------ Exercise data
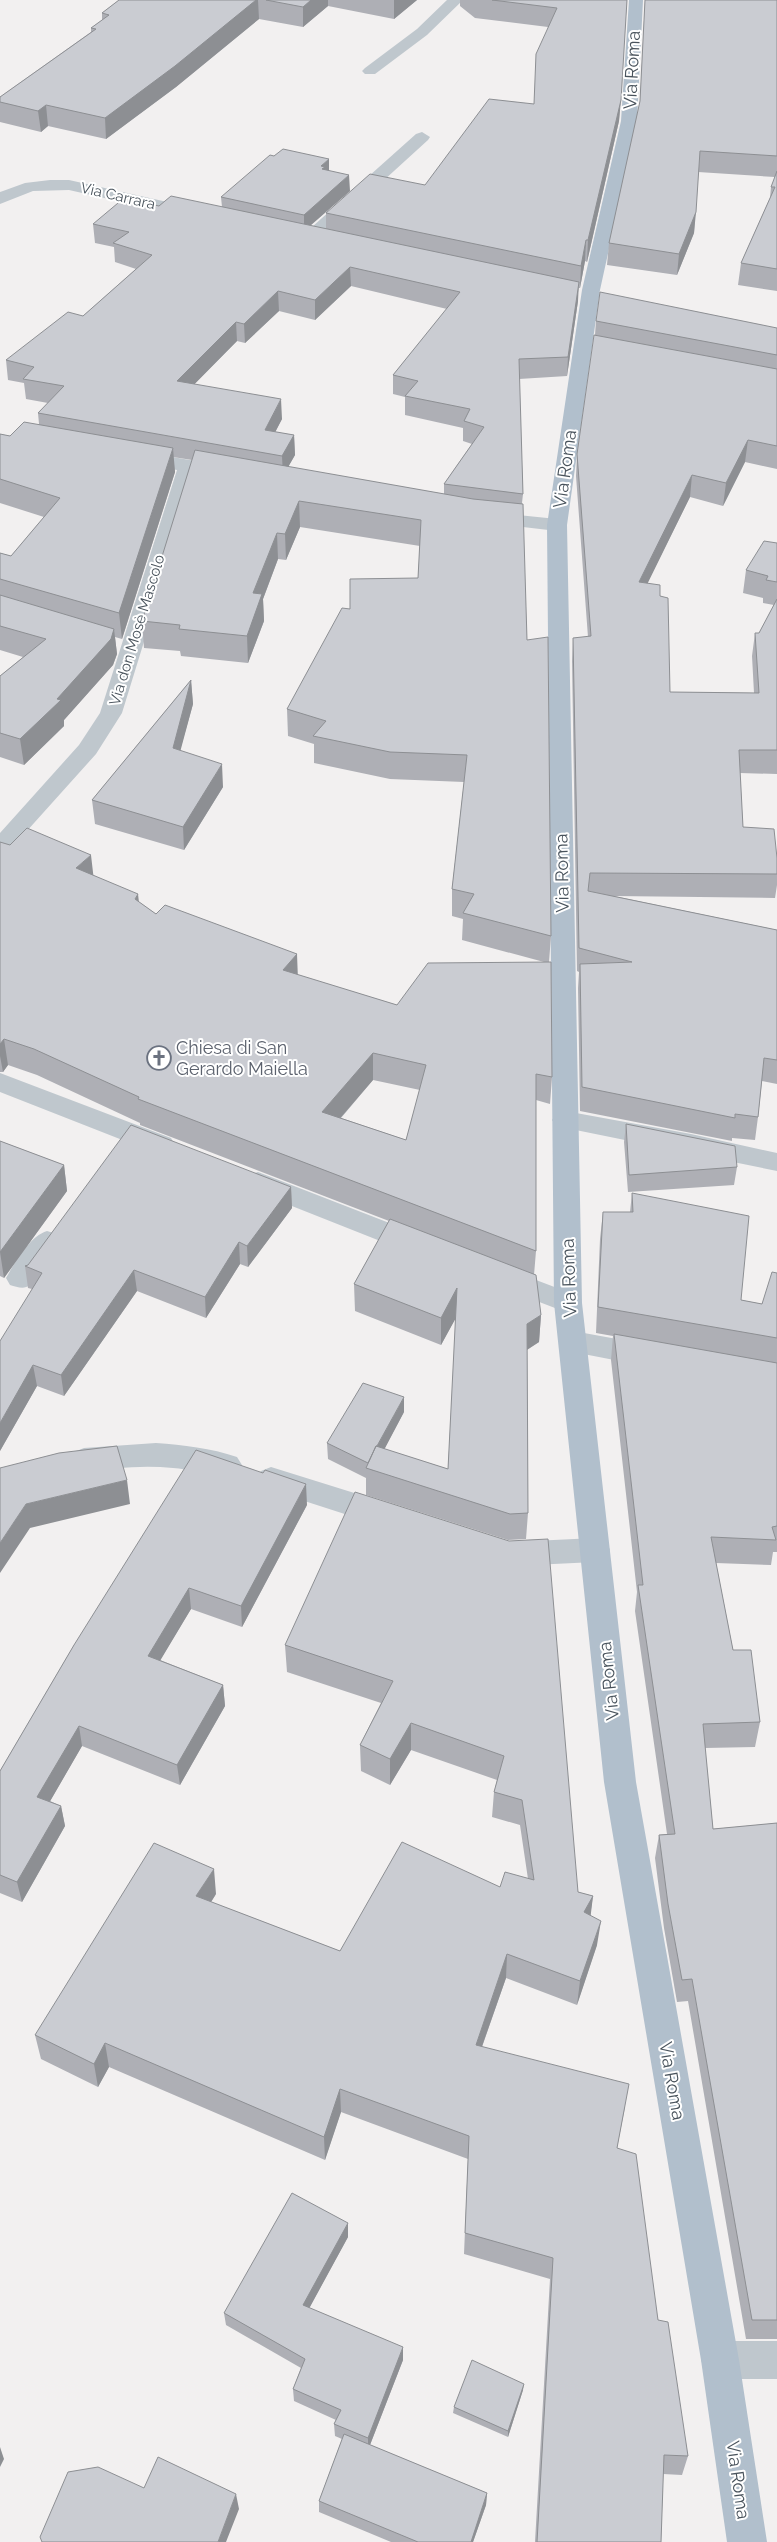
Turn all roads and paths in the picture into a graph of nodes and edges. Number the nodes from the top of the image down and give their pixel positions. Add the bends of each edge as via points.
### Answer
1 (456, 0) edge
2 (636, 5) edge
3 (370, 71) dead end
4 (422, 137) dead end
5 (0, 198) edge
6 (213, 218) edge
7 (290, 235) edge
8 (310, 240) junction
9 (329, 243) edge
10 (122, 455) edge
11 (188, 466) junction
12 (247, 476) edge
13 (473, 517) edge
14 (557, 526) junction
15 (0, 847) edge
16 (0, 1082) edge
17 (565, 1120) junction
18 (128, 1132) junction
19 (183, 1153) edge
20 (111, 1155) edge
21 (777, 1162) edge
22 (238, 1174) edge
23 (60, 1224) edge
24 (440, 1253) edge
25 (476, 1267) edge
26 (20, 1278) dead end
27 (568, 1303) junction
28 (572, 1342) junction
29 (680, 1361) edge
30 (62, 1463) edge
31 (413, 1524) edge
32 (489, 1548) edge
33 (595, 1550) junction
34 (720, 2360) junction
35 (777, 2360) edge
36 (747, 2542) edge

1 - 3 street via 422,32
2 - 14 main road, Via Roma via 629,121 580,295 591,348
4 - 8 street
5 - 6 street, Via Carrara via 31,185 69,185
7 - 8 street
8 - 9 street
10 - 11 street
11 - 12 street
11 - 15 street, Via don Mosè Mascolo via 121,647 111,713 88,749
13 - 14 street
14 - 17 main road, Via Roma
16 - 18 street
17 - 21 street
17 - 27 main road, Via Roma
18 - 19 street
18 - 20 street
22 - 24 street
23 - 26 street
25 - 27 street
27 - 28 main road, Via Roma
28 - 29 street
28 - 33 main road, Via Roma
30 - 31 street via 136,1454 194,1457
32 - 33 street via 508,1554
33 - 34 main road, Via Roma via 620,1782
34 - 35 street
34 - 36 main road, Via Roma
------------
• **Instructions to follow**: All records above are to be printed exactly, minus the pictures they contain.

• **Written solution**:
Turn all roads and paths in the picture into a graph of nodes and edges. Number the nodes from the top of the image down and give their pixel positions. Add the bends of each edge as via points.
### Answer
1 (456, 0) edge
2 (636, 5) edge
3 (370, 71) dead end
4 (422, 137) dead end
5 (0, 198) edge
6 (213, 218) edge
7 (290, 235) edge
8 (310, 240) junction
9 (329, 243) edge
10 (122, 455) edge
11 (188, 466) junction
12 (247, 476) edge
13 (473, 517) edge
14 (557, 526) junction
15 (0, 847) edge
16 (0, 1082) edge
17 (565, 1120) junction
18 (128, 1132) junction
19 (183, 1153) edge
20 (111, 1155) edge
21 (777, 1162) edge
22 (238, 1174) edge
23 (60, 1224) edge
24 (440, 1253) edge
25 (476, 1267) edge
26 (20, 1278) dead end
27 (568, 1303) junction
28 (572, 1342) junction
29 (680, 1361) edge
30 (62, 1463) edge
31 (413, 1524) edge
32 (489, 1548) edge
33 (595, 1550) junction
34 (720, 2360) junction
35 (777, 2360) edge
36 (747, 2542) edge

1 - 3 street via 422,32
2 - 14 main road, Via Roma via 629,121 580,295 591,348
4 - 8 street
5 - 6 street, Via Carrara via 31,185 69,185
7 - 8 street
8 - 9 street
10 - 11 street
11 - 12 street
11 - 15 street, Via don Mosè Mascolo via 121,647 111,713 88,749
13 - 14 street
14 - 17 main road, Via Roma
16 - 18 street
17 - 21 street
17 - 27 main road, Via Roma
18 - 19 street
18 - 20 street
22 - 24 street
23 - 26 street
25 - 27 street
27 - 28 main road, Via Roma
28 - 29 street
28 - 33 main road, Via Roma
30 - 31 street via 136,1454 194,1457
32 - 33 street via 508,1554
33 - 34 main road, Via Roma via 620,1782
34 - 35 street
34 - 36 main road, Via Roma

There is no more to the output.